O primeiro-ministro da Grã-Bretanha, Tony Blair, telefonou para líderes de vários países nesta segunda-feira a fim de obter um acordo sobre uma resolução da Organização das Nações Unidas (ONU) a respeito do Líbano, no momento em que aumentam as pressões devido à forma como o dirigente tem agido diante da crise.
A oposição dos libaneses a um esboço de resolução, apresentado por franceses e norte-americanos com o objetivo de suspender a guerra entre Israel e a guerrilha Hezbollah, adiou a votação do texto em Nova York.
Blair - que adiou o início de suas férias para tentar um acordo por meio dos contatos telefônicos - continuava a conversar com participantes importantes das negociações na ONU.

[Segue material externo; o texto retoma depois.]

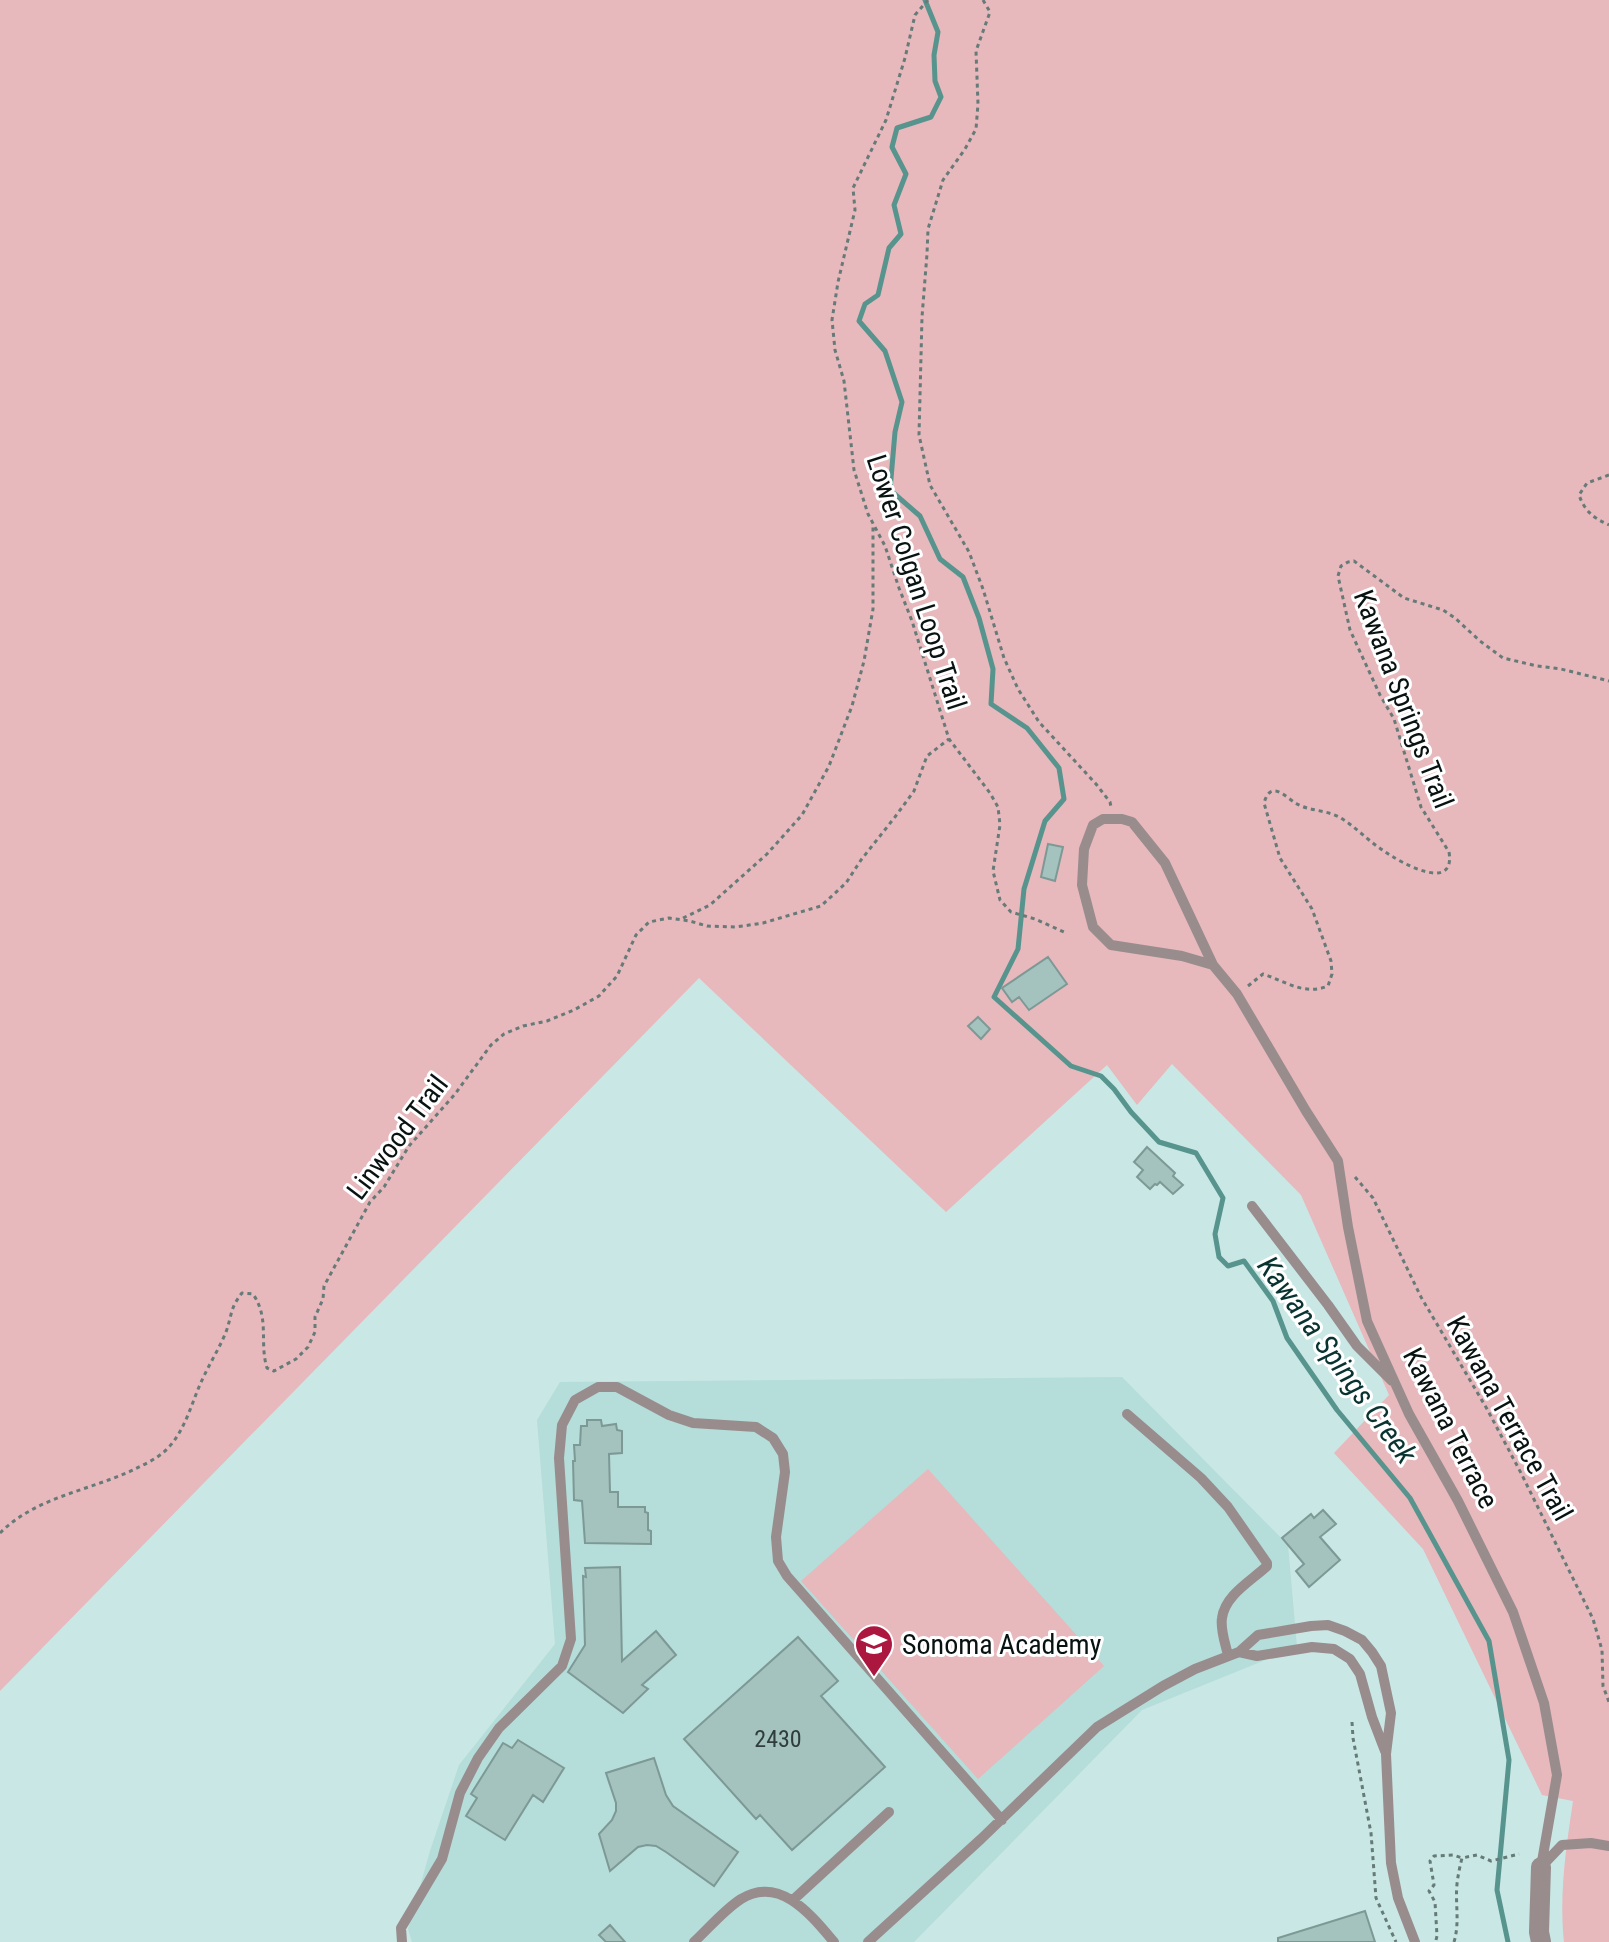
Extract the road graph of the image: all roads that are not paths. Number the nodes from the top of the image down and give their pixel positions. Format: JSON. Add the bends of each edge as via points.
{"nodes":[{"id":1,"x":1213,"y":965,"type":"junction"},
{"id":2,"x":1252,"y":1206,"type":"dead end"},
{"id":3,"x":1396,"y":1385,"type":"junction"},
{"id":4,"x":1127,"y":1414,"type":"dead end"},
{"id":5,"x":1234,"y":1654,"type":"junction"},
{"id":6,"x":1386,"y":1754,"type":"junction"},
{"id":7,"x":889,"y":1812,"type":"dead end"},
{"id":8,"x":1002,"y":1820,"type":"junction"},
{"id":9,"x":1609,"y":1846,"type":"edge"},
{"id":10,"x":1541,"y":1867,"type":"junction"},
{"id":11,"x":793,"y":1900,"type":"junction"},
{"id":12,"x":402,"y":1942,"type":"edge"},
{"id":13,"x":694,"y":1942,"type":"edge"},
{"id":14,"x":834,"y":1942,"type":"edge"},
{"id":15,"x":868,"y":1942,"type":"edge"},
{"id":16,"x":1415,"y":1942,"type":"edge"},
{"id":17,"x":1541,"y":1942,"type":"edge"}],
"edges":[{"from":1,"to":1,"type":"lane","name":"Kawana Terrace","via":[[1111,945],[1093,927],[1082,885],[1084,849],[1093,825],[1103,819],[1132,822],[1165,863]]},
{"from":1,"to":3,"type":"lane","name":"Kawana Terrace","via":[[1237,994],[1338,1161],[1367,1321]]},
{"from":2,"to":3,"type":"lane","via":[[1357,1346]]},
{"from":3,"to":10,"type":"lane","name":"Kawana Terrace","via":[[1513,1612],[1544,1703],[1557,1775]]},
{"from":4,"to":5,"type":"lane","via":[[1201,1478],[1267,1563],[1228,1599],[1221,1621]]},
{"from":5,"to":6,"type":"lane","via":[[1257,1656],[1312,1647],[1334,1649],[1350,1659],[1360,1674]]},
{"from":5,"to":6,"type":"lane","via":[[1258,1635],[1311,1626],[1328,1625],[1362,1640],[1381,1666],[1391,1713]]},
{"from":5,"to":8,"type":"lane","via":[[1163,1686],[1097,1727]]},
{"from":6,"to":16,"type":"lane","via":[[1391,1863]]},
{"from":7,"to":11,"type":"lane"},
{"from":8,"to":12,"type":"lane","via":[[778,1561],[785,1472],[783,1454],[773,1438],[756,1427],[693,1423],[617,1387],[598,1387],[575,1400],[562,1425],[559,1458],[571,1639],[565,1659],[499,1728],[478,1758],[460,1793],[442,1859],[401,1928]]},
{"from":8,"to":15,"type":"lane"},
{"from":9,"to":10,"type":"lane","via":[[1562,1845]]},
{"from":10,"to":17,"type":"street","name":"Kawana Terrace"},
{"from":11,"to":13,"type":"lane","via":[[775,1892],[755,1892]]},
{"from":11,"to":14,"type":"lane"}]}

- Reconhecemos os pontos que preocupam os dois lados, estamos lidando com os dois países que possuem diferenças bastante profundas e o primeiro-ministro trabalha para aproximá-los - afirmou uma porta-voz de Blair quando questionada sobre a resistência do Líbano ao projeto de resolução.
- O primeiro-ministro está comprometido em conseguir a aprovação, o mais cedo possível, de uma resolução - disse.
Nos últimos dias, Blair conversou com os presidentes dos EUA, George W. Bush, da França, Jacques Chirac, e da Rússia, Vladimir Putin, e com os primeiros-ministros do Líbano, Fouad Siniora, e de Israel, Ehud Olmert.